### [TO DO]
Go through the material and copy every line in which "node" appears.

### [INPUT DATA]
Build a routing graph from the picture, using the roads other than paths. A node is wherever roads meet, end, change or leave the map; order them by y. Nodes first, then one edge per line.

* * *

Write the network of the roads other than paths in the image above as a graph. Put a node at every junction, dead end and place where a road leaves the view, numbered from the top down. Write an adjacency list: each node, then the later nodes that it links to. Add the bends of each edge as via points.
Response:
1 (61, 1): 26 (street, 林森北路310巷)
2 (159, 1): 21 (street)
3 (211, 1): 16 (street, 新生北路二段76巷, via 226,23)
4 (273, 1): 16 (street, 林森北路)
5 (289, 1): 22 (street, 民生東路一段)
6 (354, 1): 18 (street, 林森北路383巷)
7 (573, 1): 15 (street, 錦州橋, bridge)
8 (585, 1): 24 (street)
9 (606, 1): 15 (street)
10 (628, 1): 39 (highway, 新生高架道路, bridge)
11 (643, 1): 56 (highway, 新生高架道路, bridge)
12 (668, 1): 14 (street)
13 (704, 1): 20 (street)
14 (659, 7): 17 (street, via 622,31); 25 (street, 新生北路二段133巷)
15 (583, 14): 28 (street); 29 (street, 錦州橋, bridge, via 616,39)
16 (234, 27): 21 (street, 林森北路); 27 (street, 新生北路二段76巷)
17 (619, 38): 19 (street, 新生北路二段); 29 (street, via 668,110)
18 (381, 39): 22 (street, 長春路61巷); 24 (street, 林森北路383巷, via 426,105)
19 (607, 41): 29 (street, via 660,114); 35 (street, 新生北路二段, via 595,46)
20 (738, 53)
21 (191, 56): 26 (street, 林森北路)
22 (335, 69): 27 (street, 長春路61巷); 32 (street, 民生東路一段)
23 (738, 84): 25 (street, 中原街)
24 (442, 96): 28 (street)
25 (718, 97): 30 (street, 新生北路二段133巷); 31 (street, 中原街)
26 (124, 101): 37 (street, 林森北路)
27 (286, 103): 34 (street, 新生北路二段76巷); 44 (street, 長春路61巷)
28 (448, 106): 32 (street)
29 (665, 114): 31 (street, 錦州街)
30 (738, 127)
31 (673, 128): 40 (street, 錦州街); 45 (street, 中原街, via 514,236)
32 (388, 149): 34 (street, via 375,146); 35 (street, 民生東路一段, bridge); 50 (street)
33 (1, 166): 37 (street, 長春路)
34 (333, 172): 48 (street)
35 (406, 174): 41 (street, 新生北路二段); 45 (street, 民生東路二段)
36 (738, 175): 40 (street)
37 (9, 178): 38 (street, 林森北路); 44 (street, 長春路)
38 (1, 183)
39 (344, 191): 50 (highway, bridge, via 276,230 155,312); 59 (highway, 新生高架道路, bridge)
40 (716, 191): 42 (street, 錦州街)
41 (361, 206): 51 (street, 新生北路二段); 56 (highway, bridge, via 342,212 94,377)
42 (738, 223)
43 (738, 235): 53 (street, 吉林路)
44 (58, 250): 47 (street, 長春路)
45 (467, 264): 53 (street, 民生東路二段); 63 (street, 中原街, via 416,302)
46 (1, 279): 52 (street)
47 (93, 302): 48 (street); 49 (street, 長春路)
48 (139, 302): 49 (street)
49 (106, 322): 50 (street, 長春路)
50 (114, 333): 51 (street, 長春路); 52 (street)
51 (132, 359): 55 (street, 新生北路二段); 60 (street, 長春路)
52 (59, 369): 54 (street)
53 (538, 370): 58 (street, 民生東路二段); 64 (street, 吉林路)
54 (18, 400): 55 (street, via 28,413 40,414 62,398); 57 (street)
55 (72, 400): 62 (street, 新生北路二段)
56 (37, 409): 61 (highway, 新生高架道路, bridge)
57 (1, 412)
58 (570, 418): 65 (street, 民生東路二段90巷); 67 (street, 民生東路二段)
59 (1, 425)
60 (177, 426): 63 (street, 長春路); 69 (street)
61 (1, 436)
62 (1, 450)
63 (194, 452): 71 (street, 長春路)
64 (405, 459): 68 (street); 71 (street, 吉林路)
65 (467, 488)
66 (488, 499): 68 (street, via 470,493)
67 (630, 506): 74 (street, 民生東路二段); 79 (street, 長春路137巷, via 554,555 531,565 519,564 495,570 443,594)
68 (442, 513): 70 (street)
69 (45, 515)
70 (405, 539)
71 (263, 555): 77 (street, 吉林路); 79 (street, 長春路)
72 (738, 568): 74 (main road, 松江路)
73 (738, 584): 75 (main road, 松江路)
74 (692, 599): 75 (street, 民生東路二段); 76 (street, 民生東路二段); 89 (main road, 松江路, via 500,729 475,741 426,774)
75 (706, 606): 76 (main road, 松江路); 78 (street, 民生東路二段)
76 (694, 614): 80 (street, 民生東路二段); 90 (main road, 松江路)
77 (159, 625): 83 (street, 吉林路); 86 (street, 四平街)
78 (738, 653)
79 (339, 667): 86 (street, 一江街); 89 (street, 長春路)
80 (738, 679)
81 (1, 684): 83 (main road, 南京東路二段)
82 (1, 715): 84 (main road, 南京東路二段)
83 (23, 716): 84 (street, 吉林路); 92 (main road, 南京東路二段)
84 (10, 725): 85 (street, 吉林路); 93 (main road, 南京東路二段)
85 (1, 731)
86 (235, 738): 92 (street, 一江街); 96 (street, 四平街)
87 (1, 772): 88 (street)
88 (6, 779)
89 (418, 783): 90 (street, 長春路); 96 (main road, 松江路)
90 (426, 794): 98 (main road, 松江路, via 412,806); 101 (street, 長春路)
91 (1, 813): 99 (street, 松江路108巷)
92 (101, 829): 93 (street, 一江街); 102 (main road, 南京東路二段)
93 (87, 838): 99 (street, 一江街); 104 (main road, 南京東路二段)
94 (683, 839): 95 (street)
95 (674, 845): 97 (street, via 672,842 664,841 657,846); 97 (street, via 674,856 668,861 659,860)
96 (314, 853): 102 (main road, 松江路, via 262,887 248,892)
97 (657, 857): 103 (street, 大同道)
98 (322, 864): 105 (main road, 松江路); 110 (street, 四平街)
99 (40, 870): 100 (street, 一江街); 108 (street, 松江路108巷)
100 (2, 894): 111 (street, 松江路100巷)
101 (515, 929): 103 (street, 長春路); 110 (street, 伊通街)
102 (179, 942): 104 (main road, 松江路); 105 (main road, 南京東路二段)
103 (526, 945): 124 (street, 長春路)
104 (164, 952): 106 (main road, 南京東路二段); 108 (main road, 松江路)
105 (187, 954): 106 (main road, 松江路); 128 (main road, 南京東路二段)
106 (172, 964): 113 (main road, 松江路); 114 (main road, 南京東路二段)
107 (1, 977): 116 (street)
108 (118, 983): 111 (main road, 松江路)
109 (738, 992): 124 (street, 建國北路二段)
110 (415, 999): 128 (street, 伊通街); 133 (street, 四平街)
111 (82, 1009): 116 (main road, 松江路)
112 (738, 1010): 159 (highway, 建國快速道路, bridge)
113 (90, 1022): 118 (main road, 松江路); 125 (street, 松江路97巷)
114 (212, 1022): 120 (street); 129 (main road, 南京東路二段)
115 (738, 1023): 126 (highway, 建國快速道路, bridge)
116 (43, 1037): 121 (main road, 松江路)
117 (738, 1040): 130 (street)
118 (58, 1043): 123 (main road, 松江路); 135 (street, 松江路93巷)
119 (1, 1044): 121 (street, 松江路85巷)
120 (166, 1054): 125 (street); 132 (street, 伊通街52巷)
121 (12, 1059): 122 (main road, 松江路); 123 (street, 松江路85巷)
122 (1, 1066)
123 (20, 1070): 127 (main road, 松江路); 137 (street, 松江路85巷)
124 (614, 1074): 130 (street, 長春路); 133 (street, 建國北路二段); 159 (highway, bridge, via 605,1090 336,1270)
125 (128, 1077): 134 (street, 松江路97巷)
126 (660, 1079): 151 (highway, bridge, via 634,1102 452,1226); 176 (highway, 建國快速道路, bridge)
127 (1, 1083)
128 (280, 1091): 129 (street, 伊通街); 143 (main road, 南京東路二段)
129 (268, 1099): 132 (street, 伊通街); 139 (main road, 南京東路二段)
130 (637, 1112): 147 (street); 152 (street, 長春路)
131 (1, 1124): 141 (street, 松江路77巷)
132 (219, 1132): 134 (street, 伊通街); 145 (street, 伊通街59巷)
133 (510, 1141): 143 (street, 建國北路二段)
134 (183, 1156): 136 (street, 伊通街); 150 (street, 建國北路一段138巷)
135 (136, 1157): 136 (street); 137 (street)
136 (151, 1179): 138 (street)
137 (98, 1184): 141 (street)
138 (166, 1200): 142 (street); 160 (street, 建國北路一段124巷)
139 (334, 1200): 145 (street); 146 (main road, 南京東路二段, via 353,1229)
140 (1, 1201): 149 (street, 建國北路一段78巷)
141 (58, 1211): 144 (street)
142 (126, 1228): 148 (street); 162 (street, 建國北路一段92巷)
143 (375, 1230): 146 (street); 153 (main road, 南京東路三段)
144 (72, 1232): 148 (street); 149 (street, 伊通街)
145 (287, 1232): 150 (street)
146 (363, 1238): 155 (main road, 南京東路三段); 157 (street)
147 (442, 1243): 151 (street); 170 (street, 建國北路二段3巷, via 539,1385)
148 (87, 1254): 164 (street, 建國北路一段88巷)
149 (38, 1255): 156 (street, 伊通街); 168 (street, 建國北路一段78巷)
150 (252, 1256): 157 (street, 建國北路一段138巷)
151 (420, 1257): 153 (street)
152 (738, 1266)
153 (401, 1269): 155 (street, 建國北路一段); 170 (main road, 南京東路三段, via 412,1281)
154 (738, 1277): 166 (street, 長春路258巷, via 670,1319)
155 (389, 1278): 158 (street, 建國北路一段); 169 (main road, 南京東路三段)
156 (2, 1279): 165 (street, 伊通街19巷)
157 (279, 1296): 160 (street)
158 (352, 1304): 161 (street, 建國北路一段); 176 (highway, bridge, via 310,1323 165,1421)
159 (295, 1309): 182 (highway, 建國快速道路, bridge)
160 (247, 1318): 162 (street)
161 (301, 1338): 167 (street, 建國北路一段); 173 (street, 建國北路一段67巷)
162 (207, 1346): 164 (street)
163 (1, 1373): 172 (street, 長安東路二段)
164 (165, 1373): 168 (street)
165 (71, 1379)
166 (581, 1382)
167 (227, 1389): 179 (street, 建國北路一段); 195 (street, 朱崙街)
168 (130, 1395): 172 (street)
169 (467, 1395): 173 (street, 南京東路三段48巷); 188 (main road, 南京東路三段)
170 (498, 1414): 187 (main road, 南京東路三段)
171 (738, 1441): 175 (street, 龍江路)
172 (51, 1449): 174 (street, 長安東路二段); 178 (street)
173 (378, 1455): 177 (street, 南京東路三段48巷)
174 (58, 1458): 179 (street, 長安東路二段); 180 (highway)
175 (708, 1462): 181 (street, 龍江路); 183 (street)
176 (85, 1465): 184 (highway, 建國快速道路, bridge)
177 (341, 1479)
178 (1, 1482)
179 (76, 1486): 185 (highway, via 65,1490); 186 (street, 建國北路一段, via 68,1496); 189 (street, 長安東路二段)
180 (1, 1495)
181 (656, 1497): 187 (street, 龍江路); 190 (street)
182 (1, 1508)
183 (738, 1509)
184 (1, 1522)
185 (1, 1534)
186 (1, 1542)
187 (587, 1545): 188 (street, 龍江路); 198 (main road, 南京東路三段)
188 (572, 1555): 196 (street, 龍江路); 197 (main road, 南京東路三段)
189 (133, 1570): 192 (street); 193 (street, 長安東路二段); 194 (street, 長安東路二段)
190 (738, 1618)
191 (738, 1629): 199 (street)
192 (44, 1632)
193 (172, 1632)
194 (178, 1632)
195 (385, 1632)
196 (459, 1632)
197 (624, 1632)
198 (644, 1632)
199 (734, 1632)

### [SOLUTION TO THIS TASK]
Build a routing graph from the picture, using the roads other than paths. A node is wherever roads meet, end, change or leave the map; order them by y. Nodes first, then one edge per line.
Write the network of the roads other than paths in the image above as a graph. Put a node at every junction, dead end and place where a road leaves the view, numbered from the top down. Write an adjacency list: each node, then the later nodes that it links to. Add the bends of each edge as via points.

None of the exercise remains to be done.